### Your objective
Each line below containing the word "Answer" needs to be shown.

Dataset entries
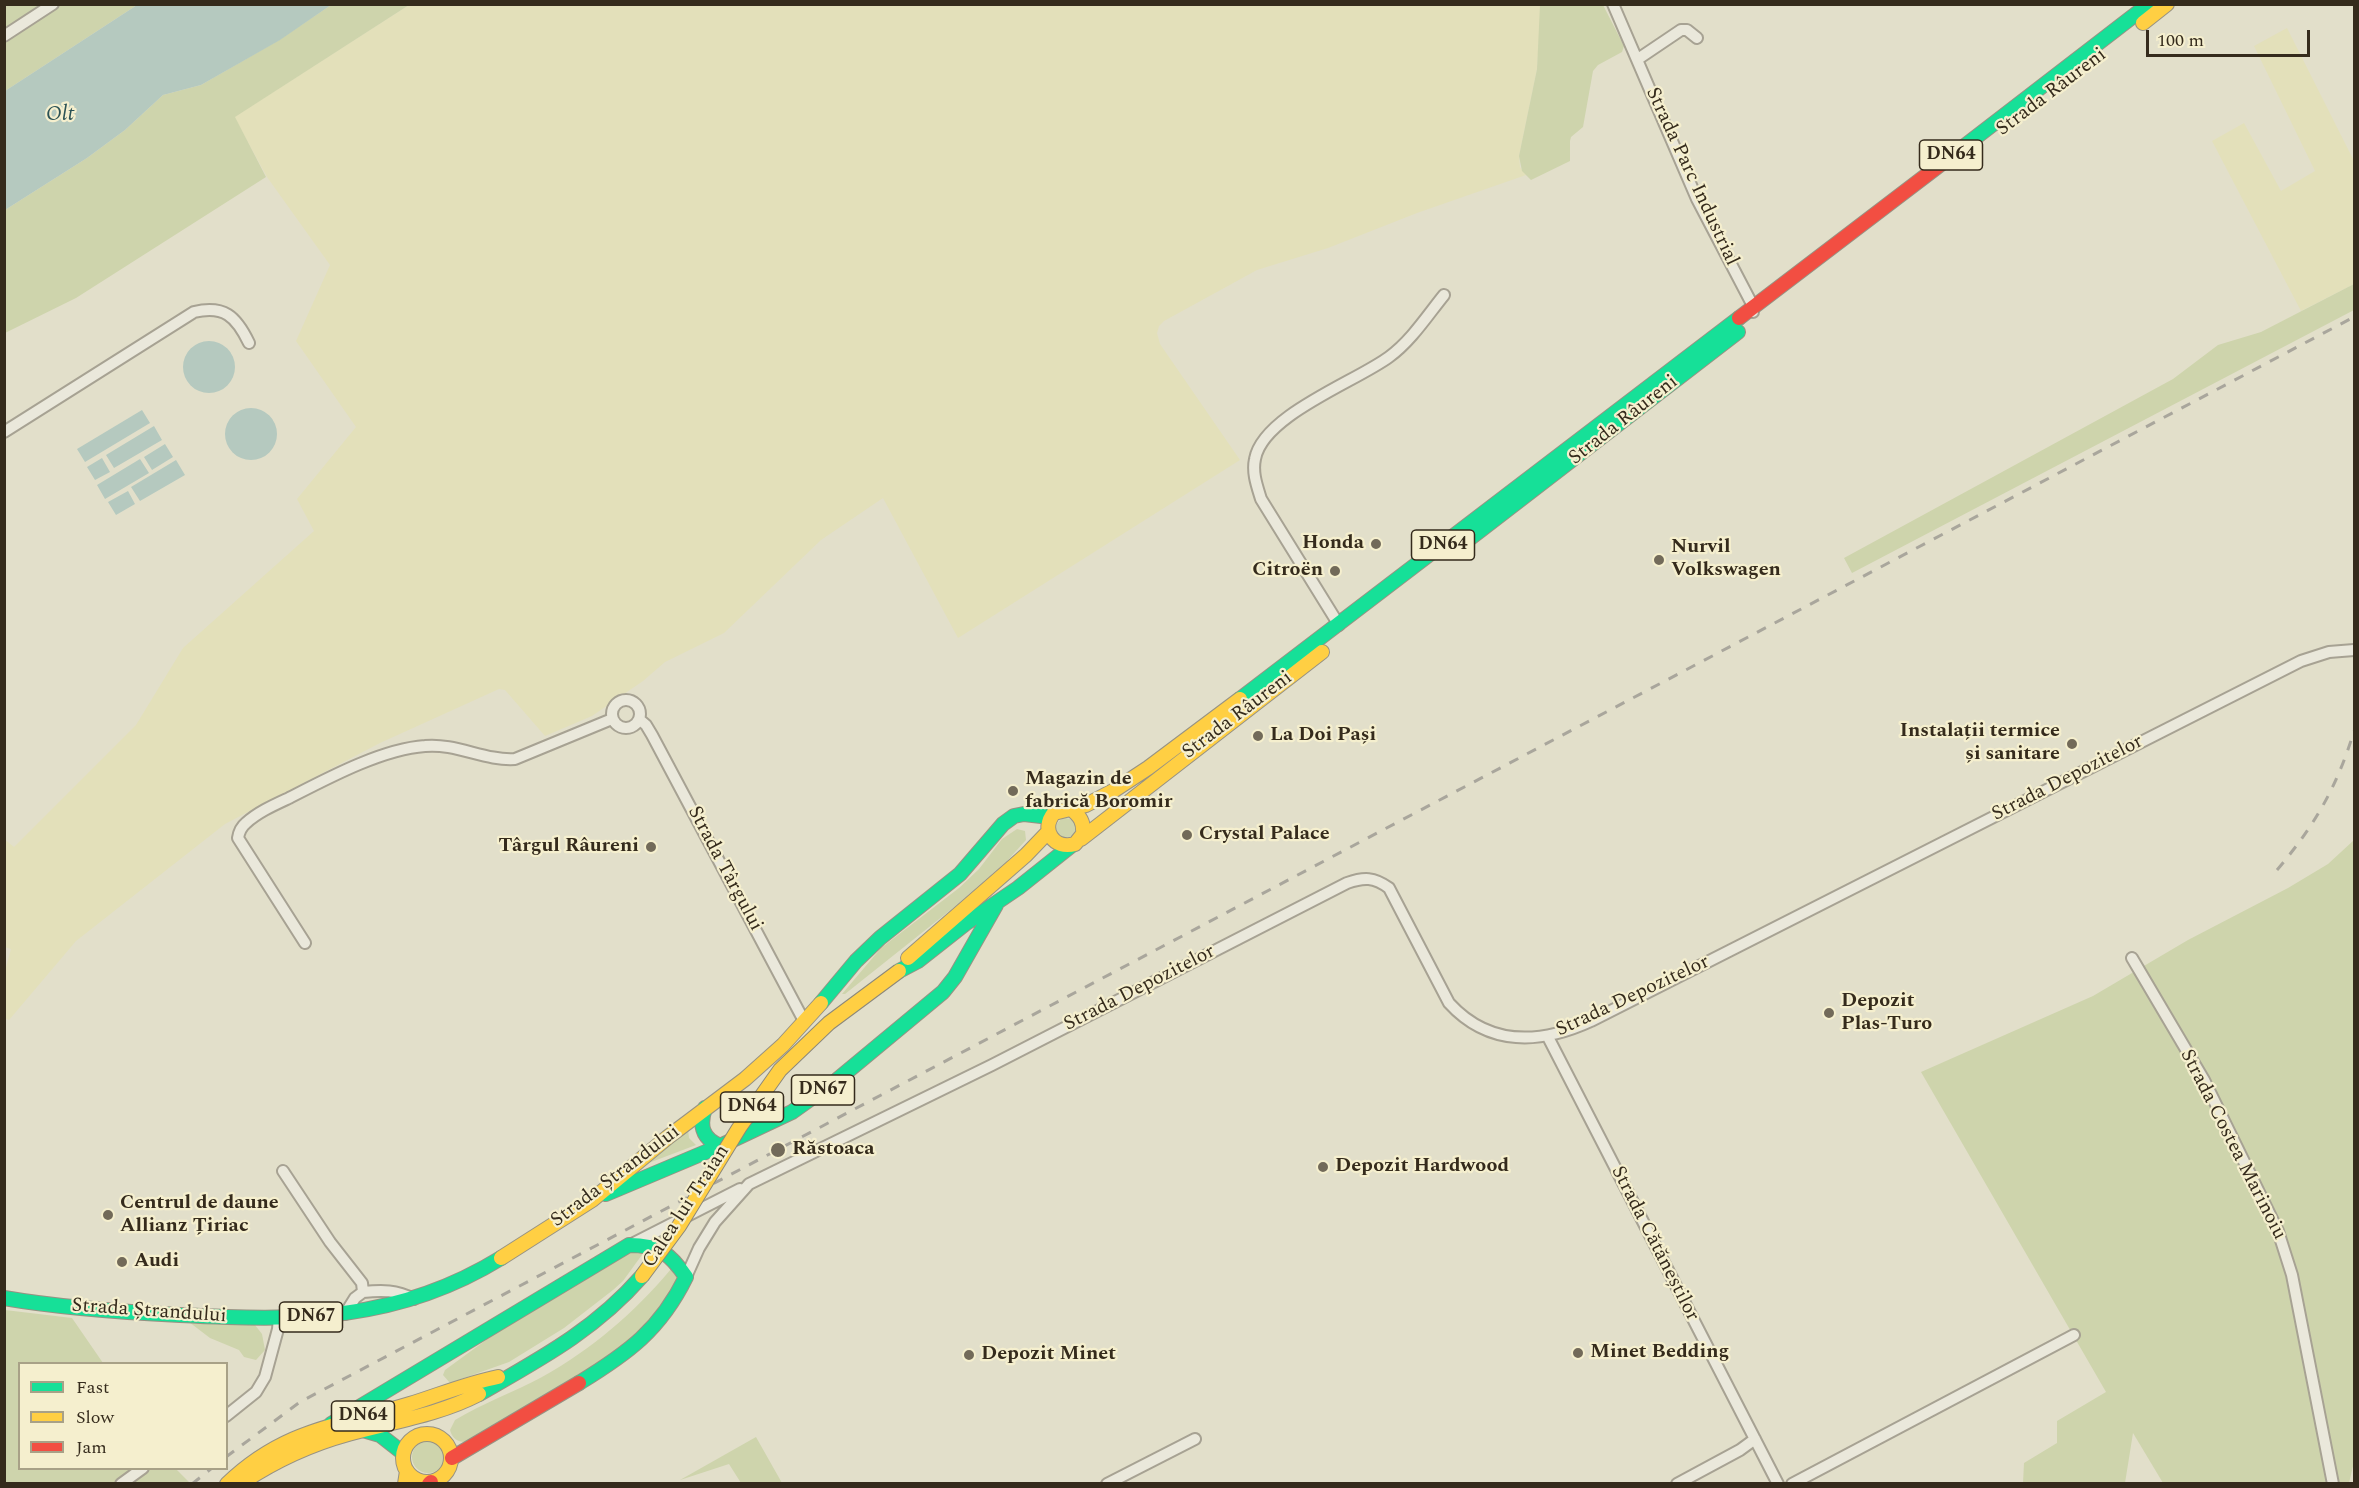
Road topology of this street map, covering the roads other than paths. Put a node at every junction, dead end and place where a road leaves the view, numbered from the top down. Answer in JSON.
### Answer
{"nodes":[{"id":1,"x":53,"y":4,"type":"edge"},
{"id":2,"x":1613,"y":4,"type":"edge"},
{"id":3,"x":2149,"y":4,"type":"edge"},
{"id":4,"x":2167,"y":4,"type":"edge"},
{"id":5,"x":4,"y":36,"type":"edge"},
{"id":6,"x":1697,"y":39,"type":"dead end"},
{"id":7,"x":1638,"y":59,"type":"junction"},
{"id":8,"x":1797,"y":286,"type":"junction"},
{"id":9,"x":1444,"y":295,"type":"dead end"},
{"id":10,"x":1753,"y":306,"type":"junction"},
{"id":11,"x":1727,"y":340,"type":"junction"},
{"id":12,"x":249,"y":343,"type":"dead end"},
{"id":13,"x":4,"y":432,"type":"edge"},
{"id":14,"x":1339,"y":625,"type":"junction"},
{"id":15,"x":2355,"y":650,"type":"edge"},
{"id":16,"x":612,"y":719,"type":"junction"},
{"id":17,"x":639,"y":719,"type":"junction"},
{"id":18,"x":1071,"y":809,"type":"junction"},
{"id":19,"x":1050,"y":817,"type":"junction"},
{"id":20,"x":1048,"y":832,"type":"junction"},
{"id":21,"x":1077,"y":842,"type":"junction"},
{"id":22,"x":996,"y":905,"type":"junction"},
{"id":23,"x":305,"y":943,"type":"dead end"},
{"id":24,"x":2132,"y":958,"type":"dead end"},
{"id":25,"x":899,"y":970,"type":"junction"},
{"id":26,"x":804,"y":1022,"type":"junction"},
{"id":27,"x":1548,"y":1037,"type":"junction"},
{"id":28,"x":705,"y":1108,"type":"junction"},
{"id":29,"x":720,"y":1146,"type":"junction"},
{"id":30,"x":283,"y":1171,"type":"dead end"},
{"id":31,"x":749,"y":1185,"type":"junction"},
{"id":32,"x":591,"y":1200,"type":"junction"},
{"id":33,"x":629,"y":1245,"type":"junction"},
{"id":34,"x":686,"y":1277,"type":"junction"},
{"id":35,"x":363,"y":1292,"type":"junction"},
{"id":36,"x":4,"y":1298,"type":"edge"},
{"id":37,"x":414,"y":1299,"type":"junction"},
{"id":38,"x":345,"y":1314,"type":"junction"},
{"id":39,"x":279,"y":1317,"type":"junction"},
{"id":40,"x":2074,"y":1335,"type":"dead end"},
{"id":41,"x":511,"y":1375,"type":"junction"},
{"id":42,"x":432,"y":1376,"type":"junction"},
{"id":43,"x":445,"y":1393,"type":"junction"},
{"id":44,"x":457,"y":1404,"type":"junction"},
{"id":45,"x":228,"y":1414,"type":"edge"},
{"id":46,"x":331,"y":1424,"type":"junction"},
{"id":47,"x":359,"y":1430,"type":"junction"},
{"id":48,"x":442,"y":1438,"type":"junction"},
{"id":49,"x":1195,"y":1438,"type":"dead end"},
{"id":50,"x":1755,"y":1439,"type":"junction"},
{"id":51,"x":403,"y":1453,"type":"junction"},
{"id":52,"x":452,"y":1458,"type":"junction"},
{"id":53,"x":140,"y":1470,"type":"edge"},
{"id":54,"x":406,"y":1477,"type":"edge"},
{"id":55,"x":430,"y":1483,"type":"edge"},
{"id":56,"x":121,"y":1484,"type":"edge"},
{"id":57,"x":227,"y":1484,"type":"edge"},
{"id":58,"x":240,"y":1484,"type":"edge"},
{"id":59,"x":1107,"y":1484,"type":"edge"},
{"id":60,"x":1677,"y":1484,"type":"edge"},
{"id":61,"x":1778,"y":1484,"type":"edge"},
{"id":62,"x":1792,"y":1484,"type":"edge"},
{"id":63,"x":2333,"y":1484,"type":"edge"}],
"edges":[{"from":1,"to":5,"type":"street"},
{"from":2,"to":7,"type":"street","name":"Strada Parc Industrial"},
{"from":3,"to":10,"type":"main road","name":"Strada Râureni","number":"DN64"},
{"from":4,"to":8,"type":"main road","name":"Strada Râureni","number":"DN64"},
{"from":6,"to":7,"type":"street"},
{"from":7,"to":10,"type":"street","name":"Strada Parc Industrial"},
{"from":8,"to":10,"type":"street"},
{"from":8,"to":11,"type":"main road","name":"Strada Râureni","number":"DN64"},
{"from":9,"to":14,"type":"street"},
{"from":10,"to":11,"type":"street"},
{"from":10,"to":14,"type":"main road","name":"Strada Râureni","number":"DN64"},
{"from":11,"to":21,"type":"main road","name":"Strada Râureni","number":"DN64"},
{"from":12,"to":13,"type":"street"},
{"from":14,"to":18,"type":"main road","name":"Strada Râureni","number":"DN64"},
{"from":15,"to":27,"type":"street","name":"Strada Depozitelor"},
{"from":16,"to":17,"type":"street"},
{"from":16,"to":17,"type":"street"},
{"from":16,"to":23,"type":"street"},
{"from":17,"to":26,"type":"street","name":"Strada Târgului"},
{"from":18,"to":19,"type":"main road","number":"DN64"},
{"from":18,"to":21,"type":"main road"},
{"from":19,"to":20,"type":"main road"},
{"from":19,"to":26,"type":"main road","name":"Strada Ștrandului","number":"DN67"},
{"from":20,"to":21,"type":"main road"},
{"from":20,"to":25,"type":"main road","name":"Calea lui Traian","number":"DN64"},
{"from":21,"to":22,"type":"main road","name":"Calea lui Traian","number":"DN67"},
{"from":22,"to":25,"type":"main road","name":"Calea lui Traian","number":"DN64"},
{"from":22,"to":29,"type":"main road","number":"DN67"},
{"from":24,"to":63,"type":"street","name":"Strada Costea Marinoiu"},
{"from":25,"to":41,"type":"main road","name":"Calea lui Traian","number":"DN64","bridge":true},
{"from":26,"to":28,"type":"main road","name":"Strada Ștrandului","number":"DN67"},
{"from":27,"to":31,"type":"street","name":"Strada Depozitelor"},
{"from":27,"to":50,"type":"street","name":"Strada Cătăneștilor"},
{"from":28,"to":29,"type":"main road"},
{"from":28,"to":32,"type":"main road","name":"Strada Ștrandului","number":"DN67"},
{"from":29,"to":32,"type":"main road","number":"DN67"},
{"from":30,"to":35,"type":"street"},
{"from":31,"to":33,"type":"street"},
{"from":31,"to":34,"type":"street","name":"Strada Depozitelor"},
{"from":32,"to":37,"type":"main road","name":"Strada Ștrandului","number":"DN67"},
{"from":33,"to":34,"type":"main road"},
{"from":33,"to":42,"type":"main road"},
{"from":34,"to":52,"type":"main road"},
{"from":35,"to":37,"type":"street"},
{"from":35,"to":38,"type":"street"},
{"from":36,"to":39,"type":"main road","name":"Strada Ștrandului","number":"DN67"},
{"from":37,"to":38,"type":"main road","name":"Strada Ștrandului","number":"DN67"},
{"from":38,"to":39,"type":"main road","name":"Strada Ștrandului","number":"DN67"},
{"from":39,"to":45,"type":"street"},
{"from":40,"to":62,"type":"street"},
{"from":41,"to":43,"type":"main road","name":"Calea lui Traian","number":"DN64"},
{"from":41,"to":44,"type":"main road","name":"Calea lui Traian","number":"DN64"},
{"from":42,"to":43,"type":"main road"},
{"from":42,"to":46,"type":"main road"},
{"from":43,"to":46,"type":"main road","name":"Calea lui Traian","number":"DN64"},
{"from":44,"to":47,"type":"main road","name":"Calea lui Traian","number":"DN64"},
{"from":44,"to":48,"type":"main road"},
{"from":46,"to":57,"type":"main road","name":"Calea lui Traian","number":"DN64"},
{"from":47,"to":51,"type":"main road"},
{"from":47,"to":58,"type":"main road","name":"Calea lui Traian","number":"DN64"},
{"from":48,"to":51,"type":"main road"},
{"from":48,"to":52,"type":"main road"},
{"from":49,"to":59,"type":"street"},
{"from":50,"to":60,"type":"street"},
{"from":50,"to":61,"type":"street","name":"Strada Cătăneștilor"},
{"from":51,"to":54,"type":"main road"},
{"from":52,"to":55,"type":"main road"},
{"from":53,"to":56,"type":"street"},
{"from":54,"to":55,"type":"main road"}]}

### Your response
Road topology of this street map, covering the roads other than paths. Put a node at every junction, dead end and place where a road leaves the view, numbered from the top down. Answer in JSON.
### Answer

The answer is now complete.